I'm starting this blog because I need to stop lying to myself. We all do it. Whether big or small we lie everyday to get us through the next 24 hours and feel like we've done nothing wrong.

"I don't have any major health problem so there's nothing wrong with me" WRONG! I've always told myself that because I don't have health problems like my brother that I'm ok. I don't have a thyroid issue so I'm ok. I don't take medications for my blood pressure, cholesterol etc. so I'm ok. I've never been warned about being diabetic so I'm ok.

"So I have some chest pain. Whatever I'm young it can't be my heart" Really? What other person "wonders" about chest pain at the age of 27? I've had more EKGs to ease my mind than I should ever have had in a lifetime.

"One more day before I start my diet/healthy lifestyle/exercise. One more day wont hurt" Yes, yes it will. That's one more day we lost that we could have had progress. Even if that one day included 10 minutes of walking or 10 calories less its still something we gave up to allow ourselves to be lazy.

"I don't need to lose weight for anyone." Well that would seem logical right? Who do we have to lose weight for? It should only be for ourselves right? Not for our future partners that would like us to be around for 50 or 60 years of marriage. Not for our children that learn from watching us and want us to be around for them. No why would they want us to be healthy and not have to worry about our health the same way we would worry about theirs.

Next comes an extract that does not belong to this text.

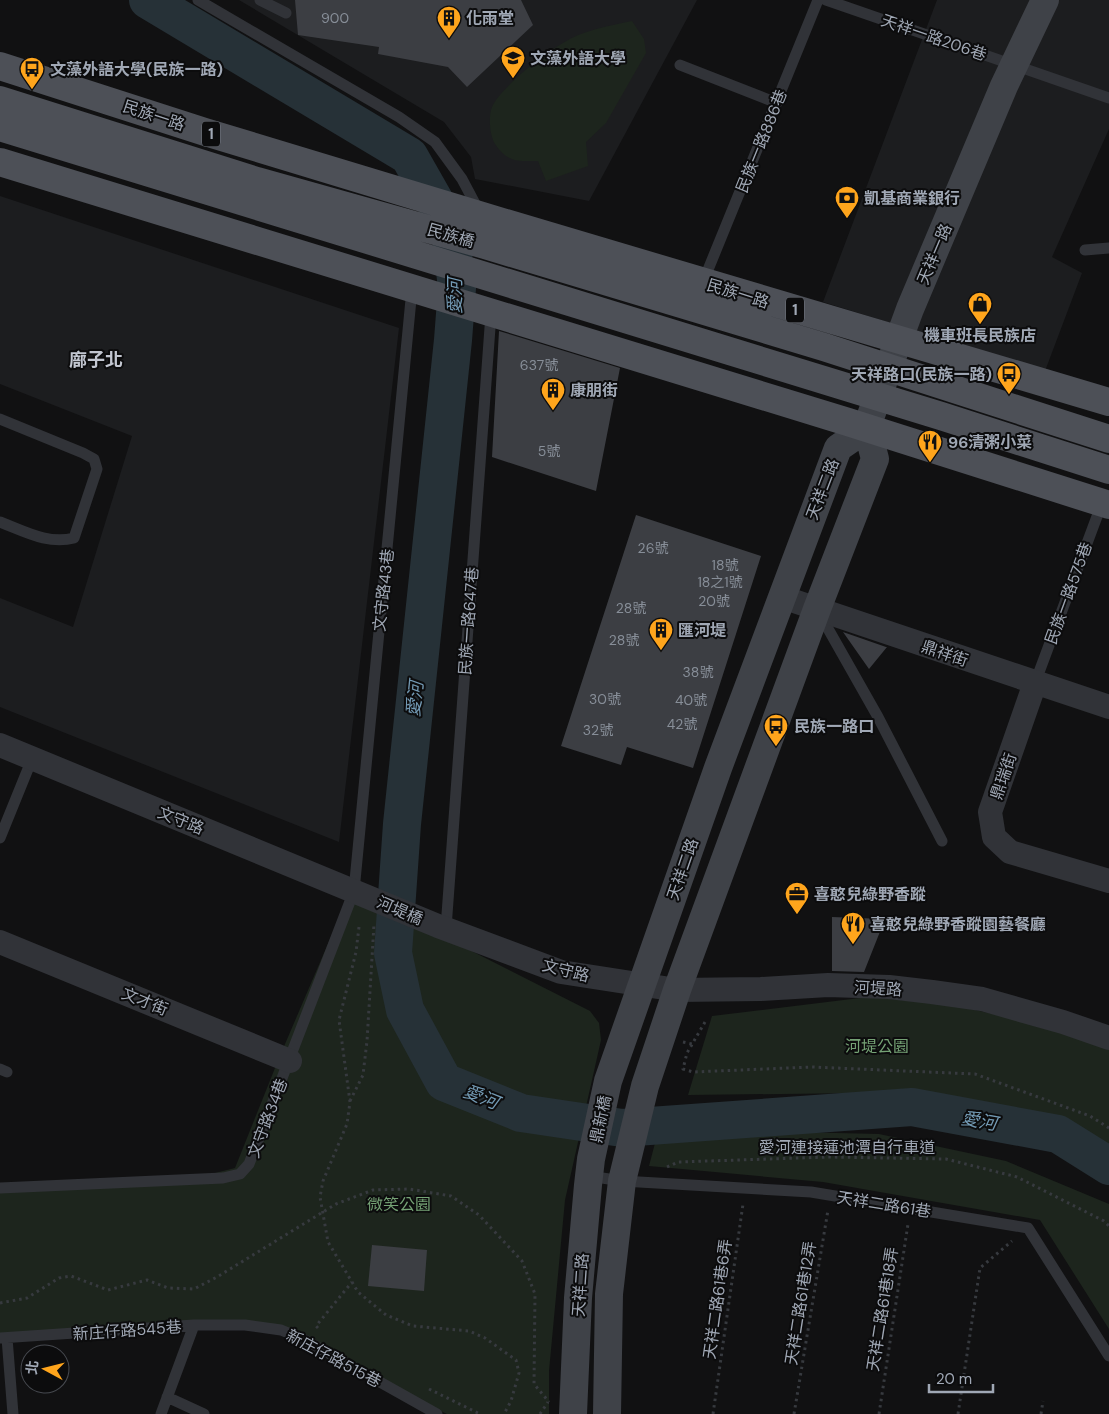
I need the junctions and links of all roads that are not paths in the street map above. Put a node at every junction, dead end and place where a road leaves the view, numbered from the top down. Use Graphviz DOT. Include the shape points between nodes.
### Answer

"I can't lose weight. I've tried EVERYTHING" Uhhh no you haven't. Bet you a million dollars you haven't tried the one thing we all need, self restraint. Why oh why do we need to be that person that has to think about every meal? Why do we need to count calories? Why do we have to be the ones that care??? Well I can't answer that for you. With a long list of bad decisions, being taught the wrong lifestyle as well as g-ds great gift of a slow metabolism here we are. So suck it up and think about the things that go into your mouth. That cake, candy, soda, chips, fast food and everything else you gorge on is not only very tasty but it's also killing you one calorie at a time.

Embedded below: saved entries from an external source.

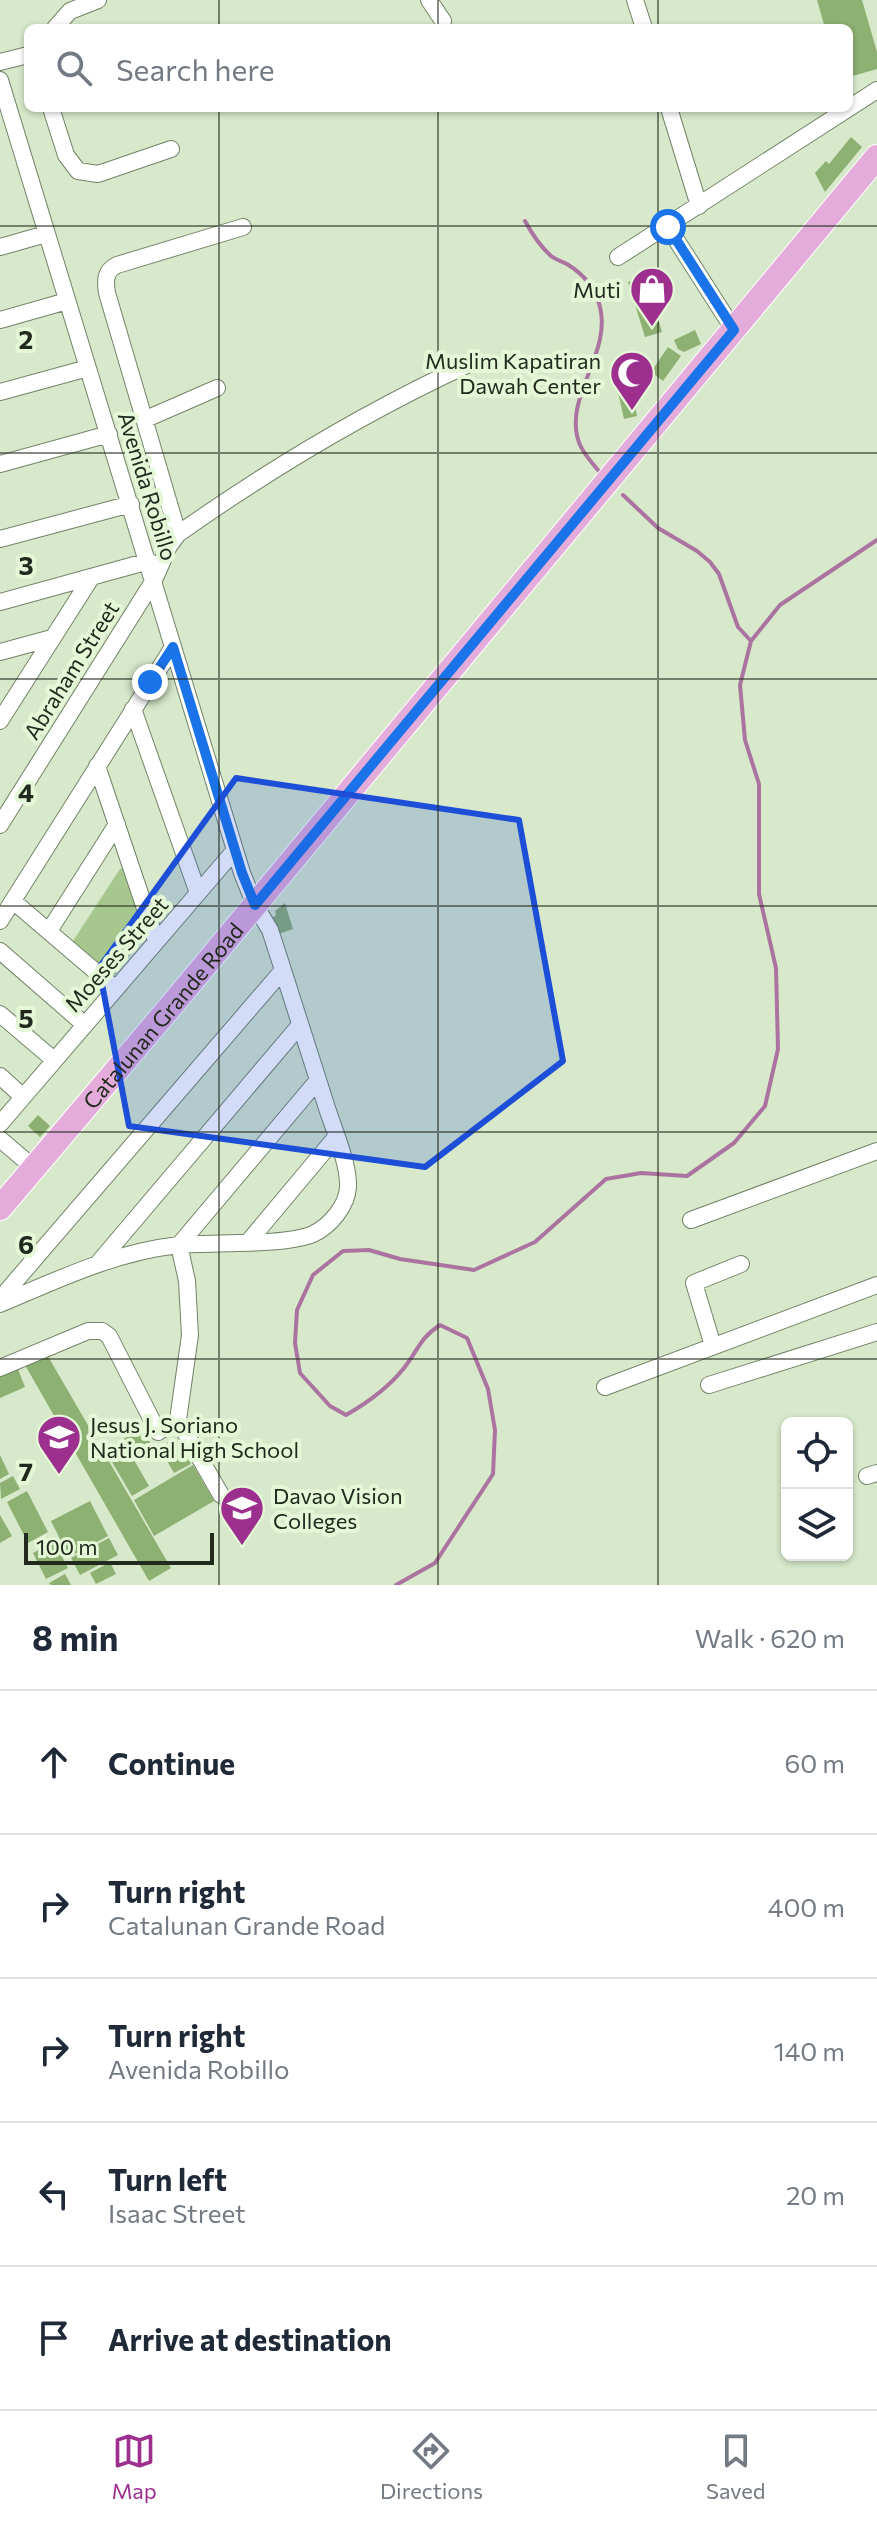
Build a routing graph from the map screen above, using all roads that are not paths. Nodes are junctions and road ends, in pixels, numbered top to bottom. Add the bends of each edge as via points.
1 (98, 0) edge
2 (429, 0) edge
3 (635, 0) edge
4 (443, 21) dead end
5 (59, 24) edge
6 (643, 24) edge
7 (24, 56) edge
8 (0, 62) edge
9 (0, 80) edge
10 (877, 90) edge
11 (853, 106) edge
12 (52, 112) edge
13 (670, 112) edge
14 (843, 112) edge
15 (171, 149) dead end
16 (877, 157) edge
17 (699, 206) junction
18 (243, 227) dead end
19 (668, 227) junction
20 (46, 234) junction
21 (0, 247) edge
22 (618, 257) dead end
23 (67, 301) junction
24 (0, 320) edge
25 (734, 330) junction
26 (471, 363) dead end
27 (88, 368) junction
28 (217, 388) dead end
29 (0, 392) edge
30 (146, 419) junction
31 (109, 434) junction
32 (0, 464) edge
33 (131, 504) junction
34 (178, 534) junction
35 (0, 539) edge
36 (149, 561) junction
37 (91, 578) junction
38 (154, 580) junction
39 (0, 602) edge
40 (52, 638) junction
41 (173, 647) junction
42 (0, 652) edge
43 (133, 709) junction
44 (0, 721) edge
45 (97, 766) junction
46 (117, 824) junction
47 (0, 825) edge
48 (235, 850) junction
49 (198, 893) junction
50 (13, 901) junction
51 (255, 905) junction
52 (0, 921) edge
53 (49, 931) junction
54 (156, 941) junction
55 (0, 951) edge
56 (283, 970) junction
57 (116, 989) junction
58 (0, 1014) edge
59 (85, 1025) junction
60 (300, 1025) junction
61 (54, 1060) junction
62 (0, 1076) edge
63 (318, 1080) junction
64 (23, 1097) junction
65 (0, 1124) edge
66 (336, 1137) junction
67 (0, 1139) edge
68 (877, 1151) edge
69 (34, 1168) junction
70 (0, 1208) edge
71 (691, 1220) dead end
72 (249, 1241) junction
73 (179, 1245) junction
74 (98, 1263) junction
75 (741, 1264) dead end
76 (877, 1285) edge
77 (0, 1302) edge
78 (877, 1332) edge
79 (713, 1346) junction
80 (0, 1368) edge
81 (709, 1385) dead end
82 (605, 1387) dead end
83 (178, 1420) junction
84 (221, 1495) dead end

1 - 5 street via 70,11
2 - 4 street
3 - 6 street
7 - 8 street
9 - 20 street, Avenida Robillo
10 - 11 street
12 - 15 street via 66,155 78,171 98,174
13 - 17 street
14 - 17 street
16 - 25 main road, Catalunan Grande Road
17 - 19 street
18 - 30 street via 117,265 106,275
19 - 22 street
19 - 25 street
20 - 21 street
20 - 23 street, Avenida Robillo
23 - 24 street
23 - 27 street, Avenida Robillo
25 - 51 main road, Catalunan Grande Road
26 - 34 street via 315,446
27 - 29 street
27 - 31 street, Avenida Robillo
28 - 30 street
30 - 34 street
31 - 32 street
31 - 33 street, Avenida Robillo
33 - 35 street
33 - 36 street, Avenida Robillo
34 - 38 street, Abraham Street
36 - 37 street
36 - 38 street, Avenida Robillo
37 - 39 street
37 - 40 street
38 - 41 street, Avenida Robillo
38 - 47 street, Abraham Street
40 - 42 street
40 - 44 street
41 - 43 street
41 - 48 street, Avenida Robillo
43 - 45 street
43 - 49 street
45 - 46 street
45 - 50 street
46 - 53 street
46 - 54 street
48 - 49 street, Moeses Street
48 - 51 street, Avenida Robillo
49 - 54 street, Moeses Street
50 - 52 street
50 - 53 street
51 - 56 street, Avenida Robillo
51 - 69 main road, Catalunan Grande Road
53 - 57 street
54 - 57 street, Moeses Street
55 - 59 street
56 - 60 street, Avenida Robillo
56 - 77 street
57 - 59 street, Moeses Street
58 - 61 street
59 - 61 street, Moeses Street
60 - 63 street, Avenida Robillo
60 - 74 street
61 - 64 street, Moeses Street
62 - 64 street
63 - 66 street, Avenida Robillo
63 - 73 street
64 - 65 street, Moeses Street
66 - 72 street
66 - 72 street, Avenida Robillo via 348,1188 334,1217 313,1234
67 - 69 street
68 - 71 street
69 - 70 main road, Catalunan Grande Road
72 - 73 street, Avenida Robillo
73 - 74 street, Avenida Robillo
73 - 83 street via 190,1335
74 - 77 street, Avenida Robillo
75 - 79 street via 694,1283
76 - 79 street
78 - 81 street
79 - 82 street
80 - 83 street via 88,1331 102,1331 158,1432
83 - 84 street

"I love my body exactly the way it is" That's a half lie. We have come to terms with our body. Most people, including me, love the way our body is right at this moment. Where's the lie in that? We tell ourselves that like a daily mantra as to say "you're ok and you don't need to change" Stop lying. You know you want to wear those jeans that are 5 sizes smaller. You want to pull off that outfit that you know you cant right now. You want to wear those shorts and not wonder if any one is staring. SO STOP. I'm proud of myself for being comfortable in my own skin. But definitely not as proud having that before and after picture permanently ingrained in your head for many years to come.

So here we are. You and I. Everything is out and on the table. There's no reason to lie to yourself any more. You need this, you want it and we are going to get it. Give yourself 100 days. My goal is to weigh under 200 pounds in 100 days. Last I weighed myself I came in at 236 pounds. I will post my weight every single day. Even if I feel defeated and slip up, I will be honest and write about it. I don't care if nobody reads any of this. I will know that at least I didn't lie about it. So this is step one, tomorrow is day one and hopefully the last time I "start" my new life. From this point on I want to have a life that works. Not a diet, not a trick or pill and not a challenge, but a life that will keep me healthy and happy for many years to come.

I'll be back tomorrow with a plan, no matter how hard, I will do it.